▶ **The problem**
Could you return all of the records exactly, minus their images?
╭─ Records supplied
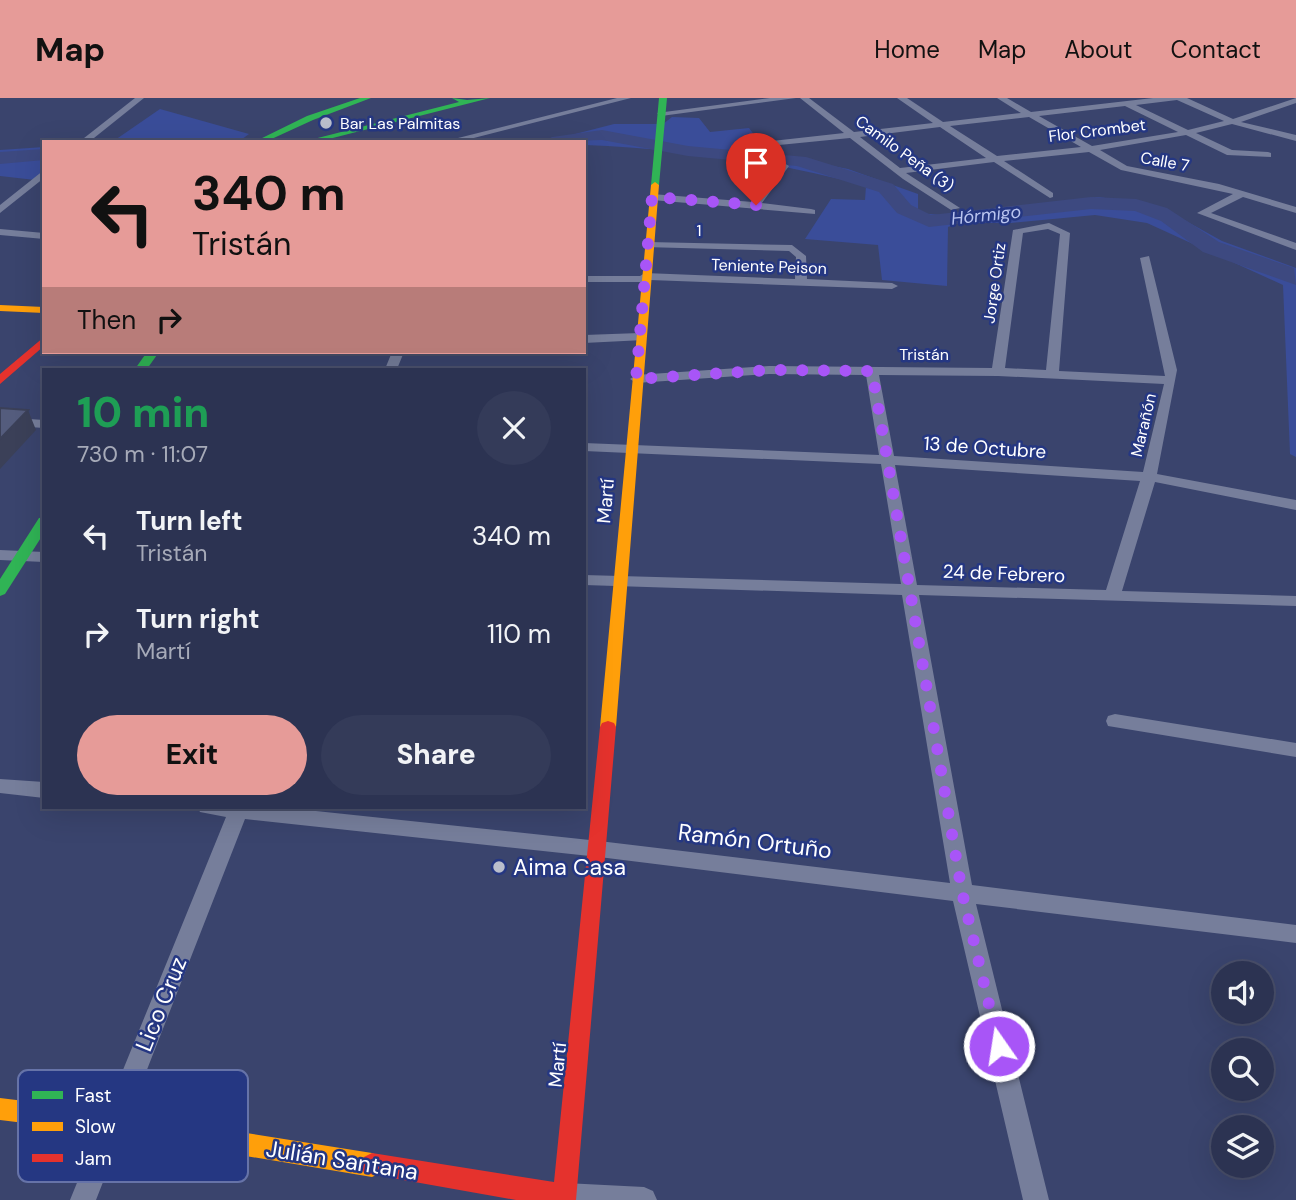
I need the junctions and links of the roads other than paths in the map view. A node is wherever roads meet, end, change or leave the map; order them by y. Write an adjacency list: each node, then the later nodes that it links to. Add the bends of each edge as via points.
1 (140, 98): 23 (street)
2 (367, 98): 24 (main road)
3 (486, 98): 11 (main road)
4 (627, 98): 26 (street)
5 (792, 98): 16 (street)
6 (804, 98): 21 (street, Camilo Peña (3))
7 (901, 98): 19 (street)
8 (1000, 98): 17 (street, Calle 7)
9 (1114, 98): 13 (street)
10 (1177, 98): 13 (street); 18 (street)
11 (461, 100): 25 (main road)
12 (1296, 100): 14 (street, Flor Crombet)
13 (1127, 104): 17 (street); 20 (street)
14 (1274, 109): 15 (street); 18 (street, Flor Crombet)
15 (1285, 112)
16 (661, 113): 36 (main road, Martí)
17 (1030, 115): 19 (street); 28 (street, Calle 7)
18 (1236, 122): 20 (street, Flor Crombet); 22 (street)
19 (943, 125): 21 (street); 30 (street)
20 (1188, 133): 28 (street, Flor Crombet); 29 (street, via 1230,153)
21 (852, 135): 27 (street); 32 (street, Camilo Peña (3))
22 (1296, 138)
23 (86, 140)
24 (266, 140)
25 (313, 140)
26 (454, 140)
27 (772, 144)
28 (1086, 147): 30 (street, Flor Crombet); 34 (street, Calle 7, via 1143,175)
29 (1268, 155)
30 (993, 158): 32 (street, Flor Crombet); 35 (street)
31 (784, 166): 37 (street)
32 (898, 171): 38 (street, Camilo Peña (3))
33 (42, 175): 39 (street)
34 (1242, 194): 40 (street, Calle 7); 45 (street, via 1202,213)
35 (1050, 195)
36 (652, 197): 37 (street); 44 (main road, Martí)
37 (756, 205): 41 (street)
38 (955, 208)
39 (0, 210)
40 (1296, 210)
41 (811, 212)
42 (0, 232): 43 (street)
43 (42, 236)
44 (648, 246): 47 (main road, Martí); 49 (street, 1, via 792,248 802,256)
45 (1296, 247)
46 (1144, 258): 61 (street, Marañón)
47 (645, 278): 48 (street, Teniente Peison); 49 (street, Teniente Peison); 53 (main road, Martí)
48 (586, 279)
49 (801, 283): 50 (street, Teniente Peison)
50 (892, 286)
51 (0, 308): 52 (main road)
52 (42, 310)
53 (640, 337): 54 (street); 59 (main road, Martí)
54 (586, 339)
55 (42, 342): 60 (main road)
56 (872, 371): 57 (street, Tristán); 59 (street, Tristán, via 769,370); 66 (street)
57 (998, 372): 58 (street, Tristán); 58 (street, Jorge Ortiz, via 1018,230 1049,226 1065,233)
58 (1052, 374): 61 (street, Tristán)
59 (636, 379): 65 (main road, Martí)
60 (0, 380)
61 (1171, 380): 67 (street, Marañón)
62 (0, 421): 63 (street)
63 (42, 424)
64 (586, 447): 65 (street, 13 de Octubre)
65 (630, 448): 66 (street, 13 de Octubre); 74 (main road, Martí)
66 (885, 460): 67 (street, 13 de Octubre); 76 (street)
67 (1149, 477): 68 (street, 13 de Octubre); 77 (street, Marañón)
68 (1296, 505)
69 (42, 524): 71 (main road)
70 (0, 555): 71 (street)
71 (22, 556): 72 (street); 75 (main road)
72 (42, 556)
73 (586, 580): 74 (street, 24 de Febrero)
74 (619, 582): 76 (street, 24 de Febrero); 85 (main road, Martí)
75 (0, 591)
76 (910, 592): 77 (street, 24 de Febrero); 86 (street)
77 (1112, 597): 78 (street, 24 de Febrero)
78 (1296, 601)
79 (1115, 721): 80 (street)
80 (1296, 750)
81 (0, 786): 82 (street)
82 (42, 790)
83 (239, 809): 88 (street, Lico Cruz)
84 (248, 809): 85 (street, Ramón Ortuño)
85 (599, 849): 86 (street, Ramón Ortuño); 93 (main road, Martí)
86 (962, 892): 87 (street, Ramón Ortuño); 96 (street)
87 (1296, 934)
88 (135, 1070)
89 (0, 1109): 90 (main road, Julián Santana)
90 (18, 1111)
91 (248, 1145): 93 (main road, Julián Santana)
92 (89, 1182): 94 (street, Lico Cruz)
93 (565, 1198): 95 (street, Julián Santana)
94 (82, 1200)
95 (643, 1200)
96 (1036, 1200)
╰─
▶ **Output for this exercise**
I need the junctions and links of the roads other than paths in the map view. A node is wherever roads meet, end, change or leave the map; order them by y. Write an adjacency list: each node, then the later nodes that it links to. Add the bends of each edge as via points.
1 (140, 98): 23 (street)
2 (367, 98): 24 (main road)
3 (486, 98): 11 (main road)
4 (627, 98): 26 (street)
5 (792, 98): 16 (street)
6 (804, 98): 21 (street, Camilo Peña (3))
7 (901, 98): 19 (street)
8 (1000, 98): 17 (street, Calle 7)
9 (1114, 98): 13 (street)
10 (1177, 98): 13 (street); 18 (street)
11 (461, 100): 25 (main road)
12 (1296, 100): 14 (street, Flor Crombet)
13 (1127, 104): 17 (street); 20 (street)
14 (1274, 109): 15 (street); 18 (street, Flor Crombet)
15 (1285, 112)
16 (661, 113): 36 (main road, Martí)
17 (1030, 115): 19 (street); 28 (street, Calle 7)
18 (1236, 122): 20 (street, Flor Crombet); 22 (street)
19 (943, 125): 21 (street); 30 (street)
20 (1188, 133): 28 (street, Flor Crombet); 29 (street, via 1230,153)
21 (852, 135): 27 (street); 32 (street, Camilo Peña (3))
22 (1296, 138)
23 (86, 140)
24 (266, 140)
25 (313, 140)
26 (454, 140)
27 (772, 144)
28 (1086, 147): 30 (street, Flor Crombet); 34 (street, Calle 7, via 1143,175)
29 (1268, 155)
30 (993, 158): 32 (street, Flor Crombet); 35 (street)
31 (784, 166): 37 (street)
32 (898, 171): 38 (street, Camilo Peña (3))
33 (42, 175): 39 (street)
34 (1242, 194): 40 (street, Calle 7); 45 (street, via 1202,213)
35 (1050, 195)
36 (652, 197): 37 (street); 44 (main road, Martí)
37 (756, 205): 41 (street)
38 (955, 208)
39 (0, 210)
40 (1296, 210)
41 (811, 212)
42 (0, 232): 43 (street)
43 (42, 236)
44 (648, 246): 47 (main road, Martí); 49 (street, 1, via 792,248 802,256)
45 (1296, 247)
46 (1144, 258): 61 (street, Marañón)
47 (645, 278): 48 (street, Teniente Peison); 49 (street, Teniente Peison); 53 (main road, Martí)
48 (586, 279)
49 (801, 283): 50 (street, Teniente Peison)
50 (892, 286)
51 (0, 308): 52 (main road)
52 (42, 310)
53 (640, 337): 54 (street); 59 (main road, Martí)
54 (586, 339)
55 (42, 342): 60 (main road)
56 (872, 371): 57 (street, Tristán); 59 (street, Tristán, via 769,370); 66 (street)
57 (998, 372): 58 (street, Tristán); 58 (street, Jorge Ortiz, via 1018,230 1049,226 1065,233)
58 (1052, 374): 61 (street, Tristán)
59 (636, 379): 65 (main road, Martí)
60 (0, 380)
61 (1171, 380): 67 (street, Marañón)
62 (0, 421): 63 (street)
63 (42, 424)
64 (586, 447): 65 (street, 13 de Octubre)
65 (630, 448): 66 (street, 13 de Octubre); 74 (main road, Martí)
66 (885, 460): 67 (street, 13 de Octubre); 76 (street)
67 (1149, 477): 68 (street, 13 de Octubre); 77 (street, Marañón)
68 (1296, 505)
69 (42, 524): 71 (main road)
70 (0, 555): 71 (street)
71 (22, 556): 72 (street); 75 (main road)
72 (42, 556)
73 (586, 580): 74 (street, 24 de Febrero)
74 (619, 582): 76 (street, 24 de Febrero); 85 (main road, Martí)
75 (0, 591)
76 (910, 592): 77 (street, 24 de Febrero); 86 (street)
77 (1112, 597): 78 (street, 24 de Febrero)
78 (1296, 601)
79 (1115, 721): 80 (street)
80 (1296, 750)
81 (0, 786): 82 (street)
82 (42, 790)
83 (239, 809): 88 (street, Lico Cruz)
84 (248, 809): 85 (street, Ramón Ortuño)
85 (599, 849): 86 (street, Ramón Ortuño); 93 (main road, Martí)
86 (962, 892): 87 (street, Ramón Ortuño); 96 (street)
87 (1296, 934)
88 (135, 1070)
89 (0, 1109): 90 (main road, Julián Santana)
90 (18, 1111)
91 (248, 1145): 93 (main road, Julián Santana)
92 (89, 1182): 94 (street, Lico Cruz)
93 (565, 1198): 95 (street, Julián Santana)
94 (82, 1200)
95 (643, 1200)
96 (1036, 1200)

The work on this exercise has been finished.